• Exercise instructions
Take the records below and copy them exactly.

** Supplied entries follows **

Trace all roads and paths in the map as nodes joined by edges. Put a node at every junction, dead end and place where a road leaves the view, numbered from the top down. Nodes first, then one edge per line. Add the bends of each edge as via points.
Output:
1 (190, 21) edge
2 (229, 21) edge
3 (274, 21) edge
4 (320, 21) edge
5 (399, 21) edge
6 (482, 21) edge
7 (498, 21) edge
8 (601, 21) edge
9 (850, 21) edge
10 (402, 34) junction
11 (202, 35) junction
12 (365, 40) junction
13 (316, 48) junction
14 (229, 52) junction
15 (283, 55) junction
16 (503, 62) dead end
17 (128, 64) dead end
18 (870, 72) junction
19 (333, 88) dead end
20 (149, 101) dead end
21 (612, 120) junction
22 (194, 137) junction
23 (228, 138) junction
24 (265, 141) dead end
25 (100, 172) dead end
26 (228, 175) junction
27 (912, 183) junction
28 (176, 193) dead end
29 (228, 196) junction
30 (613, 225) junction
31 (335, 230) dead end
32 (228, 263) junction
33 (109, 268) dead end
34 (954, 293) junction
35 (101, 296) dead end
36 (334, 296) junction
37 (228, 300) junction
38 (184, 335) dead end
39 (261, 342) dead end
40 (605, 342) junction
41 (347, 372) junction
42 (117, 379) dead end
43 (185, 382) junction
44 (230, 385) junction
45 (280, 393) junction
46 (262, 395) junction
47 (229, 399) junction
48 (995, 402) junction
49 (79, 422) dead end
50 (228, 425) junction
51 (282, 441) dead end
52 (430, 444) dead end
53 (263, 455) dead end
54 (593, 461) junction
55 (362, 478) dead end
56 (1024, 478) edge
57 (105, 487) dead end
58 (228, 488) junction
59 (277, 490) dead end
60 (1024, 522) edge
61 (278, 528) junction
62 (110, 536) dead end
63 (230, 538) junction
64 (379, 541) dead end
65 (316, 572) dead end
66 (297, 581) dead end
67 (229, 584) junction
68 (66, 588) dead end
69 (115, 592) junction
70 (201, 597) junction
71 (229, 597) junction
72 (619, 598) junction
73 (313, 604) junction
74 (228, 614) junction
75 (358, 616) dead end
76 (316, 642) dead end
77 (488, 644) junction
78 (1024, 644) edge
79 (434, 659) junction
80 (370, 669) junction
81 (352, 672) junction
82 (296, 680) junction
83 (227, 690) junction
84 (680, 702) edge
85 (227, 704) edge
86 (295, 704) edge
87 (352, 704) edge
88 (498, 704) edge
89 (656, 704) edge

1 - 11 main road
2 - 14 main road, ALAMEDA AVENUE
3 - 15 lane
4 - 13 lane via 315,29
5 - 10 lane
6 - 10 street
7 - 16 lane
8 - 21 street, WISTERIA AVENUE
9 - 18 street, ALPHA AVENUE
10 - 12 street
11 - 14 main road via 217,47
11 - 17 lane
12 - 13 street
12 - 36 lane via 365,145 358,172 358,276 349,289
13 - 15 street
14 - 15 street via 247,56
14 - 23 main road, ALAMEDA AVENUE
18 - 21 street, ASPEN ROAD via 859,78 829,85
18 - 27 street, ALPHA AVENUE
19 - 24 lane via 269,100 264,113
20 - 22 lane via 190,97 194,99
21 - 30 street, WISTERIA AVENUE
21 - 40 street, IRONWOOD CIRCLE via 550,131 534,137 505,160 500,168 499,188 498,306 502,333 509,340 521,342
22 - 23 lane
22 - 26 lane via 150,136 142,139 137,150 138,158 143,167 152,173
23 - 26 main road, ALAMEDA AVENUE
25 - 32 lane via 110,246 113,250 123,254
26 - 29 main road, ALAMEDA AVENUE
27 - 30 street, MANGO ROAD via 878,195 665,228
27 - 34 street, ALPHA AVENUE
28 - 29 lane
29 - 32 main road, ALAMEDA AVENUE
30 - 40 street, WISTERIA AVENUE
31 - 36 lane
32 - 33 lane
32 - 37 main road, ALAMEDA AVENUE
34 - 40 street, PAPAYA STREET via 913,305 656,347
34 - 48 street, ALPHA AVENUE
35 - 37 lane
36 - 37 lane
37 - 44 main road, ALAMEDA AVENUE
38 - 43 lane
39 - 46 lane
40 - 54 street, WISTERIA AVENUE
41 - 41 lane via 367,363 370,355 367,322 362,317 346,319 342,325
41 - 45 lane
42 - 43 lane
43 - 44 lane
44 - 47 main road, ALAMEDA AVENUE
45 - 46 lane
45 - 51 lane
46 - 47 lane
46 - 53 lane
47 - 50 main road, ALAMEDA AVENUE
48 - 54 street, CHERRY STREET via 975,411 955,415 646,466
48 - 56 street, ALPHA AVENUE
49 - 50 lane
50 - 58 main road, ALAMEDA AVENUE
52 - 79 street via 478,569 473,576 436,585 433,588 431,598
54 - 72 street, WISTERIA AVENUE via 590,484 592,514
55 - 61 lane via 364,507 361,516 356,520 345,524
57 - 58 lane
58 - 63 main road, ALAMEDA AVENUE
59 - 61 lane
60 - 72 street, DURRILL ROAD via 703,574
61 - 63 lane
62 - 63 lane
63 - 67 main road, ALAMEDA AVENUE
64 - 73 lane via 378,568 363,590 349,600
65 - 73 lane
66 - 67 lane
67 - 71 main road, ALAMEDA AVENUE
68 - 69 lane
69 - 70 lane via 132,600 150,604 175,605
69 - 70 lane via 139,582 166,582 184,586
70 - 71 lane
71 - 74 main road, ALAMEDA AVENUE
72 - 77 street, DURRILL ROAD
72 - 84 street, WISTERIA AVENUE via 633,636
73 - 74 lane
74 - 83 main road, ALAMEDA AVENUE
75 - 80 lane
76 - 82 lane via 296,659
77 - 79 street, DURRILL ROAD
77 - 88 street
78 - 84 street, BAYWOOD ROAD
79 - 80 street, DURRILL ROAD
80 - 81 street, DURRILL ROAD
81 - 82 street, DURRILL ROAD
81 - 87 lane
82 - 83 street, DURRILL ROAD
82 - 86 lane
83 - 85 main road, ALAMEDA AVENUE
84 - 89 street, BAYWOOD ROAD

** End of Supplied entries **

• Response below
Trace all roads and paths in the map as nodes joined by edges. Put a node at every junction, dead end and place where a road leaves the view, numbered from the top down. Nodes first, then one edge per line. Add the bends of each edge as via points.
Output:
1 (190, 21) edge
2 (229, 21) edge
3 (274, 21) edge
4 (320, 21) edge
5 (399, 21) edge
6 (482, 21) edge
7 (498, 21) edge
8 (601, 21) edge
9 (850, 21) edge
10 (402, 34) junction
11 (202, 35) junction
12 (365, 40) junction
13 (316, 48) junction
14 (229, 52) junction
15 (283, 55) junction
16 (503, 62) dead end
17 (128, 64) dead end
18 (870, 72) junction
19 (333, 88) dead end
20 (149, 101) dead end
21 (612, 120) junction
22 (194, 137) junction
23 (228, 138) junction
24 (265, 141) dead end
25 (100, 172) dead end
26 (228, 175) junction
27 (912, 183) junction
28 (176, 193) dead end
29 (228, 196) junction
30 (613, 225) junction
31 (335, 230) dead end
32 (228, 263) junction
33 (109, 268) dead end
34 (954, 293) junction
35 (101, 296) dead end
36 (334, 296) junction
37 (228, 300) junction
38 (184, 335) dead end
39 (261, 342) dead end
40 (605, 342) junction
41 (347, 372) junction
42 (117, 379) dead end
43 (185, 382) junction
44 (230, 385) junction
45 (280, 393) junction
46 (262, 395) junction
47 (229, 399) junction
48 (995, 402) junction
49 (79, 422) dead end
50 (228, 425) junction
51 (282, 441) dead end
52 (430, 444) dead end
53 (263, 455) dead end
54 (593, 461) junction
55 (362, 478) dead end
56 (1024, 478) edge
57 (105, 487) dead end
58 (228, 488) junction
59 (277, 490) dead end
60 (1024, 522) edge
61 (278, 528) junction
62 (110, 536) dead end
63 (230, 538) junction
64 (379, 541) dead end
65 (316, 572) dead end
66 (297, 581) dead end
67 (229, 584) junction
68 (66, 588) dead end
69 (115, 592) junction
70 (201, 597) junction
71 (229, 597) junction
72 (619, 598) junction
73 (313, 604) junction
74 (228, 614) junction
75 (358, 616) dead end
76 (316, 642) dead end
77 (488, 644) junction
78 (1024, 644) edge
79 (434, 659) junction
80 (370, 669) junction
81 (352, 672) junction
82 (296, 680) junction
83 (227, 690) junction
84 (680, 702) edge
85 (227, 704) edge
86 (295, 704) edge
87 (352, 704) edge
88 (498, 704) edge
89 (656, 704) edge

1 - 11 main road
2 - 14 main road, ALAMEDA AVENUE
3 - 15 lane
4 - 13 lane via 315,29
5 - 10 lane
6 - 10 street
7 - 16 lane
8 - 21 street, WISTERIA AVENUE
9 - 18 street, ALPHA AVENUE
10 - 12 street
11 - 14 main road via 217,47
11 - 17 lane
12 - 13 street
12 - 36 lane via 365,145 358,172 358,276 349,289
13 - 15 street
14 - 15 street via 247,56
14 - 23 main road, ALAMEDA AVENUE
18 - 21 street, ASPEN ROAD via 859,78 829,85
18 - 27 street, ALPHA AVENUE
19 - 24 lane via 269,100 264,113
20 - 22 lane via 190,97 194,99
21 - 30 street, WISTERIA AVENUE
21 - 40 street, IRONWOOD CIRCLE via 550,131 534,137 505,160 500,168 499,188 498,306 502,333 509,340 521,342
22 - 23 lane
22 - 26 lane via 150,136 142,139 137,150 138,158 143,167 152,173
23 - 26 main road, ALAMEDA AVENUE
25 - 32 lane via 110,246 113,250 123,254
26 - 29 main road, ALAMEDA AVENUE
27 - 30 street, MANGO ROAD via 878,195 665,228
27 - 34 street, ALPHA AVENUE
28 - 29 lane
29 - 32 main road, ALAMEDA AVENUE
30 - 40 street, WISTERIA AVENUE
31 - 36 lane
32 - 33 lane
32 - 37 main road, ALAMEDA AVENUE
34 - 40 street, PAPAYA STREET via 913,305 656,347
34 - 48 street, ALPHA AVENUE
35 - 37 lane
36 - 37 lane
37 - 44 main road, ALAMEDA AVENUE
38 - 43 lane
39 - 46 lane
40 - 54 street, WISTERIA AVENUE
41 - 41 lane via 367,363 370,355 367,322 362,317 346,319 342,325
41 - 45 lane
42 - 43 lane
43 - 44 lane
44 - 47 main road, ALAMEDA AVENUE
45 - 46 lane
45 - 51 lane
46 - 47 lane
46 - 53 lane
47 - 50 main road, ALAMEDA AVENUE
48 - 54 street, CHERRY STREET via 975,411 955,415 646,466
48 - 56 street, ALPHA AVENUE
49 - 50 lane
50 - 58 main road, ALAMEDA AVENUE
52 - 79 street via 478,569 473,576 436,585 433,588 431,598
54 - 72 street, WISTERIA AVENUE via 590,484 592,514
55 - 61 lane via 364,507 361,516 356,520 345,524
57 - 58 lane
58 - 63 main road, ALAMEDA AVENUE
59 - 61 lane
60 - 72 street, DURRILL ROAD via 703,574
61 - 63 lane
62 - 63 lane
63 - 67 main road, ALAMEDA AVENUE
64 - 73 lane via 378,568 363,590 349,600
65 - 73 lane
66 - 67 lane
67 - 71 main road, ALAMEDA AVENUE
68 - 69 lane
69 - 70 lane via 132,600 150,604 175,605
69 - 70 lane via 139,582 166,582 184,586
70 - 71 lane
71 - 74 main road, ALAMEDA AVENUE
72 - 77 street, DURRILL ROAD
72 - 84 street, WISTERIA AVENUE via 633,636
73 - 74 lane
74 - 83 main road, ALAMEDA AVENUE
75 - 80 lane
76 - 82 lane via 296,659
77 - 79 street, DURRILL ROAD
77 - 88 street
78 - 84 street, BAYWOOD ROAD
79 - 80 street, DURRILL ROAD
80 - 81 street, DURRILL ROAD
81 - 82 street, DURRILL ROAD
81 - 87 lane
82 - 83 street, DURRILL ROAD
82 - 86 lane
83 - 85 main road, ALAMEDA AVENUE
84 - 89 street, BAYWOOD ROAD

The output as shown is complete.